Vi propongo un capolavoro poco conosciuto di Dino Risi sugli anni di piombo, i rapimenti, la borghesia malsana del tempo, la polizia violenta, “Mordi e fuggi” con un piccolo gruppo di BR, Oliver Reed, Nicoletta Machiavelli, Bruno Cirino, che prendono ostaggi Marcello Mastroianni e la sua amante, Carole André, per cercare di farla franca e percorrono l’Italia sotto gli occhi della tv e della stampa. Per tutto il tempo il film oscilla tra la commedia e il dramma, ma nel finale, quando si fa avanti un personaggio di commissario alla Calabresi, il film è stato girato poco prima del suo omicidio, le cose prendono un verso particolarmente feroce. Ma non tutti i finali del film sono uguali.

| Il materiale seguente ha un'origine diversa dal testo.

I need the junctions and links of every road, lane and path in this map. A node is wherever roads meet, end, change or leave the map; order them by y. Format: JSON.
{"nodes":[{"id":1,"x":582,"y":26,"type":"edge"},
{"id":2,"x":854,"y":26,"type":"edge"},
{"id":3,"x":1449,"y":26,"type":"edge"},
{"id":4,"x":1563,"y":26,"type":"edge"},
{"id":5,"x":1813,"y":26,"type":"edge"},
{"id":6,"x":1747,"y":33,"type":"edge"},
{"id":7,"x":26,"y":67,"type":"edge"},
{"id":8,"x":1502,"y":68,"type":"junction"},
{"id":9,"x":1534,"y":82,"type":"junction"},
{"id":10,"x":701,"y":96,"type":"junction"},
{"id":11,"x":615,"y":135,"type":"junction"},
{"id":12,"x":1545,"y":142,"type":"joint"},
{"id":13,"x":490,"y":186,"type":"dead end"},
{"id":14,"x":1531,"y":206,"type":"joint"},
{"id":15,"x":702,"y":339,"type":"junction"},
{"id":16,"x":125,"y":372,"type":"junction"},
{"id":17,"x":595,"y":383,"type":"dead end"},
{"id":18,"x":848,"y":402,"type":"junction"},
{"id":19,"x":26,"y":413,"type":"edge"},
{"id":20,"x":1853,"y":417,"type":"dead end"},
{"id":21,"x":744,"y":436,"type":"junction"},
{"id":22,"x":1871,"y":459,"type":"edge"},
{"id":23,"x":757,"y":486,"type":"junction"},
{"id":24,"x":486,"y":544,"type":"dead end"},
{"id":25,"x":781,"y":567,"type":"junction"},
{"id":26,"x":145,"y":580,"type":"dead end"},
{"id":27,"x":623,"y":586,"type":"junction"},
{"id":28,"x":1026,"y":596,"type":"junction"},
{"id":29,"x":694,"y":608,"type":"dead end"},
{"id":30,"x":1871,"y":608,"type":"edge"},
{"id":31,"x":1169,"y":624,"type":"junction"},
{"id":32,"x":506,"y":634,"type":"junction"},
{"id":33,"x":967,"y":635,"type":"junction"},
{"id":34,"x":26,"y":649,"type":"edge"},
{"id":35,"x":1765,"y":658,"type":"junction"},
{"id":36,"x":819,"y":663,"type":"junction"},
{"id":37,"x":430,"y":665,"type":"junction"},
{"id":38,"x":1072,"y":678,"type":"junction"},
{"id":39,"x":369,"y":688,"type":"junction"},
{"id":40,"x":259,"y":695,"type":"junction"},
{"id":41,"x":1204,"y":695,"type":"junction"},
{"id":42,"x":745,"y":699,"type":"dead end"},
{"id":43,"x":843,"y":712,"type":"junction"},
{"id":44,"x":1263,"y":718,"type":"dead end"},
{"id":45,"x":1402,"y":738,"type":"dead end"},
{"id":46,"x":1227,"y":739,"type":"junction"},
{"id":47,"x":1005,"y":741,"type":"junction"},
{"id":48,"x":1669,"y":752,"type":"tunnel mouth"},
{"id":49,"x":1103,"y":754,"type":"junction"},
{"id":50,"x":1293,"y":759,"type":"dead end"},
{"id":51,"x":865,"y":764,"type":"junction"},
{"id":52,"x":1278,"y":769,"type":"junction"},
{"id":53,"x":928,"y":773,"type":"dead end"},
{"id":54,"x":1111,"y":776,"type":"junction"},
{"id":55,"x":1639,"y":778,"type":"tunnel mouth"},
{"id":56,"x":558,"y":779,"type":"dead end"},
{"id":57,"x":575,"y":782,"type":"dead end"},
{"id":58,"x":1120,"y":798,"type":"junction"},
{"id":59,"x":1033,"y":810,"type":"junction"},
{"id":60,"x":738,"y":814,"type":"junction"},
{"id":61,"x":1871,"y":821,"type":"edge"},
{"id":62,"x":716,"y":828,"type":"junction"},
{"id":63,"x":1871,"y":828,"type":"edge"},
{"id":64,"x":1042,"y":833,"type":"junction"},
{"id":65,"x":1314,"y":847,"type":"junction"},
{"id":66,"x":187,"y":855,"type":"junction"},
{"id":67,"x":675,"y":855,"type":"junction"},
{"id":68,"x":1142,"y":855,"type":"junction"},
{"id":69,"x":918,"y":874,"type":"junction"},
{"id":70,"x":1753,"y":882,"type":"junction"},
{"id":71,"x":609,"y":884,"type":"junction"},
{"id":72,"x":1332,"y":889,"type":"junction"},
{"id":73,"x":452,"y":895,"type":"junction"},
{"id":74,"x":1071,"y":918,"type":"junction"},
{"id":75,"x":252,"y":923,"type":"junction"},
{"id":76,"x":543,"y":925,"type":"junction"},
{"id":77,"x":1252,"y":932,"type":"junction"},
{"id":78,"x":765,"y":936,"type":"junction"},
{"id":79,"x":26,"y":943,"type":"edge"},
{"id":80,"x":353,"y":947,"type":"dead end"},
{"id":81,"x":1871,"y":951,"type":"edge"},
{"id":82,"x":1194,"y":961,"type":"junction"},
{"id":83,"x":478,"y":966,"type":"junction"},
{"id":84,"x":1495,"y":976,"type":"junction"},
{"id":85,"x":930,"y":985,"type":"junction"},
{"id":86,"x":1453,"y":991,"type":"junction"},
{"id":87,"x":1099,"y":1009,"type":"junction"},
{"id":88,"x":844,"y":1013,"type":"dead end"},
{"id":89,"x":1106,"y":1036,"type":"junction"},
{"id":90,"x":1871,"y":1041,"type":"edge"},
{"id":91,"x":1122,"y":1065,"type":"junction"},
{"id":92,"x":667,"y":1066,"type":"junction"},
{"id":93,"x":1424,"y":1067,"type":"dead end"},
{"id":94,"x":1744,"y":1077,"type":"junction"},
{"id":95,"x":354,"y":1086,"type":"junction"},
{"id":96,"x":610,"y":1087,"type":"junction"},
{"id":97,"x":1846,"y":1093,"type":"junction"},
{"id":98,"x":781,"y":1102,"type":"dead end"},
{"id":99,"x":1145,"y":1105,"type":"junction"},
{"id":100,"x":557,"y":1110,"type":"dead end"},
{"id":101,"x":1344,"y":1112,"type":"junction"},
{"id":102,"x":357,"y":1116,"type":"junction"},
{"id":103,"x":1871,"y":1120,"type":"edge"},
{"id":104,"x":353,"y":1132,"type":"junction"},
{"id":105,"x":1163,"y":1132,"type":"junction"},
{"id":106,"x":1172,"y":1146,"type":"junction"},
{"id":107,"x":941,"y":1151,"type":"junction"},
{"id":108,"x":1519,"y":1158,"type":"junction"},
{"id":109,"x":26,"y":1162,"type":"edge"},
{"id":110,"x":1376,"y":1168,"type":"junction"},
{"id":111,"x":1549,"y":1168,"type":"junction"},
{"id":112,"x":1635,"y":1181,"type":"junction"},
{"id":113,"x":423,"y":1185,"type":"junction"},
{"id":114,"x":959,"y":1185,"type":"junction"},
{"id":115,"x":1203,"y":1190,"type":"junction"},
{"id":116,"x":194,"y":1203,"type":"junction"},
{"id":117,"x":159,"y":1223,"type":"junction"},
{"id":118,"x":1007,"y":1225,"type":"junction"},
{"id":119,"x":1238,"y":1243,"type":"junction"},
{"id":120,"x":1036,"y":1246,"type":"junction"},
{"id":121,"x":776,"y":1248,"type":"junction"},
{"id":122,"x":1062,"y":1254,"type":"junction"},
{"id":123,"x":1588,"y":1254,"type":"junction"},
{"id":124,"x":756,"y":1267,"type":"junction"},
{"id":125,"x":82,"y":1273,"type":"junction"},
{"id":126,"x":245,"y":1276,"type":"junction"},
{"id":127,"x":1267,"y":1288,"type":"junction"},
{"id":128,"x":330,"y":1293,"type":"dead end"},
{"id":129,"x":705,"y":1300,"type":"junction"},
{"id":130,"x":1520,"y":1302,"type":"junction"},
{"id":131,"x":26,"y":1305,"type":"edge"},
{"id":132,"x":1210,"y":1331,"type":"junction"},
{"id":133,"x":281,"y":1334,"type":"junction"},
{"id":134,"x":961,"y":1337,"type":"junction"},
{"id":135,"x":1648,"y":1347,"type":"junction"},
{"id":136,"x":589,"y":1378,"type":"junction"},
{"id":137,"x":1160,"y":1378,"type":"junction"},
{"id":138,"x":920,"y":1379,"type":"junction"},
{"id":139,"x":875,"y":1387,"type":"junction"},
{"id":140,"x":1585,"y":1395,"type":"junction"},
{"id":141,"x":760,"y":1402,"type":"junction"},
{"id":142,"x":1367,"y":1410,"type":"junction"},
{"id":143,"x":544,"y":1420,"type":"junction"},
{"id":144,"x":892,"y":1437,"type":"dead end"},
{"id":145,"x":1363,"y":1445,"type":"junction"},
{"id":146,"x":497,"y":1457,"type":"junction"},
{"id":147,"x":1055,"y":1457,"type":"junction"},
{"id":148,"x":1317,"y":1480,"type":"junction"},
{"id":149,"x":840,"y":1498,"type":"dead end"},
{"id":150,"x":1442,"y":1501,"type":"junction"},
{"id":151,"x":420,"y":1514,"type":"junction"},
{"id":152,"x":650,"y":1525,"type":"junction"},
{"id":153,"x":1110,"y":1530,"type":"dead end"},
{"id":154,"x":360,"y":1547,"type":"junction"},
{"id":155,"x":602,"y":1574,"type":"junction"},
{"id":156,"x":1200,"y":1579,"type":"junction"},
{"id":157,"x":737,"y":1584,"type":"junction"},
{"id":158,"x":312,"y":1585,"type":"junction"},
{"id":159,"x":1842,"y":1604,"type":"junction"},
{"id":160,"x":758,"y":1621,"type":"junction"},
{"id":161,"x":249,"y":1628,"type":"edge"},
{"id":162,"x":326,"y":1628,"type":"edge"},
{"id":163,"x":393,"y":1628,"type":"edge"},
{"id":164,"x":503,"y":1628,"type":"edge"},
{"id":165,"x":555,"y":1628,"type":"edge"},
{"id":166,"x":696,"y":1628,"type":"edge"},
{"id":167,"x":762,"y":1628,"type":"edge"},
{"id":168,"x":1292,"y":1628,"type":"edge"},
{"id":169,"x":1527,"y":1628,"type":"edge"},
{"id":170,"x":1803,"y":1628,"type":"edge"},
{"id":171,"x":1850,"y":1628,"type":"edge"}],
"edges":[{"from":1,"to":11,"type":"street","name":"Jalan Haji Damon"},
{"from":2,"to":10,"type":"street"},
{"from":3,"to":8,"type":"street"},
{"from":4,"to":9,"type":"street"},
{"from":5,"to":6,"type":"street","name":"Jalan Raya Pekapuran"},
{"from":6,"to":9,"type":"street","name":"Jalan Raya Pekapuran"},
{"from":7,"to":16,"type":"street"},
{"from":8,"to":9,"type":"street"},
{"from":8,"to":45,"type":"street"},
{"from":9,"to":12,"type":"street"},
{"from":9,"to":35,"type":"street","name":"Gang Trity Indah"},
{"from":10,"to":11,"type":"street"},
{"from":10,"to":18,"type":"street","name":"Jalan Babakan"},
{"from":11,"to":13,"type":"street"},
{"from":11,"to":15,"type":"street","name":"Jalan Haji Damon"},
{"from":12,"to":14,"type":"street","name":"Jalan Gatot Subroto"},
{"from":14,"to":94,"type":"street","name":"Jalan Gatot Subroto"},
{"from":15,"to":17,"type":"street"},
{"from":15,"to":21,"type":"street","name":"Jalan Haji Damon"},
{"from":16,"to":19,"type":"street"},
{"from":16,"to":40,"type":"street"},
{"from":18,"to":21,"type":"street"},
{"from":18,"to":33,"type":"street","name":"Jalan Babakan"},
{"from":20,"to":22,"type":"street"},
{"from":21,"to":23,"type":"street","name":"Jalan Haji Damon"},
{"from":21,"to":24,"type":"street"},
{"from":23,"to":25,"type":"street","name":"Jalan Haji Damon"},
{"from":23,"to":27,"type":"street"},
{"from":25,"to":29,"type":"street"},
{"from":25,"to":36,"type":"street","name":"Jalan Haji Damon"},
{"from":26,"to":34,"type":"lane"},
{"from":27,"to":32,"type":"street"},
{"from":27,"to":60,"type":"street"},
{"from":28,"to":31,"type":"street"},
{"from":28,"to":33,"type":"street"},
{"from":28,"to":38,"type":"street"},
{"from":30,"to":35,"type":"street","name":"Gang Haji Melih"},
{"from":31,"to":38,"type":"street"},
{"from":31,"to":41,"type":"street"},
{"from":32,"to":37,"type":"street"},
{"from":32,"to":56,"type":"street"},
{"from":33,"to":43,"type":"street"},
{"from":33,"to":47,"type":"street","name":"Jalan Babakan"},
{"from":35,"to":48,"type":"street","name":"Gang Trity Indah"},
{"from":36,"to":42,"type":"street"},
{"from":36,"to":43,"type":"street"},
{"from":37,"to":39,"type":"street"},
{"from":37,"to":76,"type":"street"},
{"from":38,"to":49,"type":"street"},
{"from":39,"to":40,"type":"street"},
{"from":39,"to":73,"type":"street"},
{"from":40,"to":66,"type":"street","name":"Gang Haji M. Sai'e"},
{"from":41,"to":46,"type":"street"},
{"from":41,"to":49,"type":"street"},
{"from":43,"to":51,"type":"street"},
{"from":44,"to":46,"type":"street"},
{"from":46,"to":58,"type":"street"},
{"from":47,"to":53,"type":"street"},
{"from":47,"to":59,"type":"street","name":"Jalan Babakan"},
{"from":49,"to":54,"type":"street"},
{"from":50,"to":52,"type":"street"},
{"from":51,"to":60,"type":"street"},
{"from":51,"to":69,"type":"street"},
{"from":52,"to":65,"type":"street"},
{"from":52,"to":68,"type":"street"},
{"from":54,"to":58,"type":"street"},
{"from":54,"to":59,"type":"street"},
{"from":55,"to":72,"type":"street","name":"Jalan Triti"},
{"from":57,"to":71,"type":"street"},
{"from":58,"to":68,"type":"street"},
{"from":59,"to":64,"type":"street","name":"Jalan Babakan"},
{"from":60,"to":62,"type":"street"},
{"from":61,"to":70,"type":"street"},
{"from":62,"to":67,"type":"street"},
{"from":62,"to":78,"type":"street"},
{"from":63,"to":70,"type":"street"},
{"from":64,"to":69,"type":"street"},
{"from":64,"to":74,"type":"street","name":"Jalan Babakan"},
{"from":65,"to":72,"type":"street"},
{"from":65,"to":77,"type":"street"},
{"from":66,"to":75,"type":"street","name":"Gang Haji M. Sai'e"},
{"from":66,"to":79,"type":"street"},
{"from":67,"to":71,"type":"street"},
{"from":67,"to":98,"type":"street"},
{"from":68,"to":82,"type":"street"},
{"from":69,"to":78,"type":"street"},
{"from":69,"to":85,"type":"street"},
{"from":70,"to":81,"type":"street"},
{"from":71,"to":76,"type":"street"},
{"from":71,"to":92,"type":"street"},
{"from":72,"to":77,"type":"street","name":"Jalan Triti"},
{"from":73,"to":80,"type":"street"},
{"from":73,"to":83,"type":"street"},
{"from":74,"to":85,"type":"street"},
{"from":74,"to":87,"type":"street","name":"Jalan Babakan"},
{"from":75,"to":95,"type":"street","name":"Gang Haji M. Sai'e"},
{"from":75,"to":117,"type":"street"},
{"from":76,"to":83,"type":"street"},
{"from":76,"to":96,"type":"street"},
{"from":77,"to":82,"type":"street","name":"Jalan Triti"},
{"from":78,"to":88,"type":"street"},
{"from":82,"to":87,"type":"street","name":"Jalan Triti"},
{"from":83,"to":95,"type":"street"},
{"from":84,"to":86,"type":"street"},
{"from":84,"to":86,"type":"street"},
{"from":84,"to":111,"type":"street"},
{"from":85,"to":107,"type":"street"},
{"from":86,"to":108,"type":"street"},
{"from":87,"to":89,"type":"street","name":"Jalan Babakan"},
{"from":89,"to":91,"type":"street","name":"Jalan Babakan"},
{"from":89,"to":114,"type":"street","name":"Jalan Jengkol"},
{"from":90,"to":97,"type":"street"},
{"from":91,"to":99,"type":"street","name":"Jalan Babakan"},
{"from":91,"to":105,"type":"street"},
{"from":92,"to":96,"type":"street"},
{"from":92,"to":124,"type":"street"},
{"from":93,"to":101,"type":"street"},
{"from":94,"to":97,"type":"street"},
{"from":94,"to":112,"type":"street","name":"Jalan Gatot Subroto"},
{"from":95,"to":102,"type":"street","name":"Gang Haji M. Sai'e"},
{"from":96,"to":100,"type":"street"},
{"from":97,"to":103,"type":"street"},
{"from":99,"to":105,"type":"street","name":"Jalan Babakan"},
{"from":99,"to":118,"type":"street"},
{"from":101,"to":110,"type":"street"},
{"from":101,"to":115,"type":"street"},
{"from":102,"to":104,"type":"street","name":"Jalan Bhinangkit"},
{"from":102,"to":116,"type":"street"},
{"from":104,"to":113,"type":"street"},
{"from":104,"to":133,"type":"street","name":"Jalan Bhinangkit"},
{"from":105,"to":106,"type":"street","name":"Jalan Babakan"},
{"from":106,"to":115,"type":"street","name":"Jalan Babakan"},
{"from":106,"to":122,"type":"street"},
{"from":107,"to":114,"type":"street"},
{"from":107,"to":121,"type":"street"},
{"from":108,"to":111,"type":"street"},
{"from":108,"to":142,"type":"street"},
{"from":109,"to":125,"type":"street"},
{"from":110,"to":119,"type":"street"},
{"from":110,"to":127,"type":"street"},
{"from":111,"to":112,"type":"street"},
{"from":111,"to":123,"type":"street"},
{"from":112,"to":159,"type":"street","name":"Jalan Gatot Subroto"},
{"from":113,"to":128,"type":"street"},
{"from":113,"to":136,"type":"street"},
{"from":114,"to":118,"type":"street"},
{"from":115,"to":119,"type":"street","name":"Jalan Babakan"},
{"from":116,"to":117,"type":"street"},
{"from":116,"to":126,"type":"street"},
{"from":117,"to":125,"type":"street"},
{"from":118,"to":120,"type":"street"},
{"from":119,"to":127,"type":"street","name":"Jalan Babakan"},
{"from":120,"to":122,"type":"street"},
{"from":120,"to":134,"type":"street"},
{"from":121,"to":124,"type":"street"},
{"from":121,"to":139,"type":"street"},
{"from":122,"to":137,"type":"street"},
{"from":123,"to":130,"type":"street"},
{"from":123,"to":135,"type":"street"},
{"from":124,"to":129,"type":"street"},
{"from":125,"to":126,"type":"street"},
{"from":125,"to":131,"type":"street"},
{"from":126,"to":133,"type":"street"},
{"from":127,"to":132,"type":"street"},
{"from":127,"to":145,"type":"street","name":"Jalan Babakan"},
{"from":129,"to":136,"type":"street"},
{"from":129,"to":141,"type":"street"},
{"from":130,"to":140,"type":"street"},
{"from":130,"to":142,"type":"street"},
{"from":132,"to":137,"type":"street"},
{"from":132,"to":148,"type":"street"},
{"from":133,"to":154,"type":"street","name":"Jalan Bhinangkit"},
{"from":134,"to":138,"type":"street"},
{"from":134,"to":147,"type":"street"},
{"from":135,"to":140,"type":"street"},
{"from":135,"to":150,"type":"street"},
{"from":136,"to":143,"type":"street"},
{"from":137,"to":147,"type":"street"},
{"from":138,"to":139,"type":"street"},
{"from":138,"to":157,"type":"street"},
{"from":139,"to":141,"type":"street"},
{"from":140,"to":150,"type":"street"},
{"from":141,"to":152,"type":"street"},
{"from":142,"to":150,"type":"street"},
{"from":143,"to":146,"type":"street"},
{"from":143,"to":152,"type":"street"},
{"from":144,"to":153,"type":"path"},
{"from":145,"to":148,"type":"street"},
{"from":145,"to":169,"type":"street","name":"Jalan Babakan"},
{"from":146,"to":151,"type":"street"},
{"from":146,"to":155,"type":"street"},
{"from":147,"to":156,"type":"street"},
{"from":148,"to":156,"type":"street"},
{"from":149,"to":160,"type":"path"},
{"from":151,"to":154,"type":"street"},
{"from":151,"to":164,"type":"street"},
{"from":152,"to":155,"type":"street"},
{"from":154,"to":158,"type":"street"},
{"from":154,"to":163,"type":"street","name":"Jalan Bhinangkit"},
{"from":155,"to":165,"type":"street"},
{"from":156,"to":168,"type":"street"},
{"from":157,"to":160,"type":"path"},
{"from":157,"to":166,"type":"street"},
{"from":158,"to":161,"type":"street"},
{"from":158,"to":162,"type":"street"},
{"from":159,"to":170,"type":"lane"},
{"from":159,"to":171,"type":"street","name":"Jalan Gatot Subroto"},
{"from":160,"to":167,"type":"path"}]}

Attenzione.

 

Dino mi raccontava di un Oliver Reed spettacolare, sempre ubriaco, che metteva dentro un portaombrelli qualsiasi genere di alcool e poi se lo scolava come fosse stato un selvaggio. Ci furono anche parecchi problemi per Nicoletta, che si ritrovò, lei inconsapevole, al centro di un traffico di droga… Grande film da vedere e rivedere per capire il cuore oscuro del paese e il suo latente fascismo.

 

mordi e fuggi 2

Su La7 alle 2, 15 trovate “La cena” di Ettore Scola con Fanny Ardant, Stefania Sandrelli, Vittorio Gassman, Giancarlo Giannini, tra gli ultimi grandi titoli del regista. Rete 4 alle 3, 15 si lancia nel B-novie dal grande cast “Dead in Tombstone” di Roel Reiné con Mickey Rourke, Danny Trejo, Anthony Michael Hall, Dina Meyer, Richard Dillane. Unici film che è possibile vedere a ore così tarde. Rai Tre alle 3, 35 presenta un film di Hou Hsia-hsien, “The Green, Green Grass of Home” con Kenny Bee, Chen Meifeng, Jiang Ling. Assolutamente da registrare. Su Italia 1 alle 4, 10 vedo che passa un action di serie Z diretto nel 1987 da Bruno Mattei nelle Filippine, “Double Target – Doppio bersaglio” con Miles O'Keeffe, Donald Pleasence, Bo Svenson, Kristine Erlandson, Ottaviano Dell'Acqua. Ottimo. Ma chiudo con “Les Misérables” di Tom Hooper, la versione musical del capolavoro di Victor Hugo con Hugh Jackman, Russell Crowe, Anne Hathaway, Eddie Redmayne, Amanda Seyfried. Buona notte.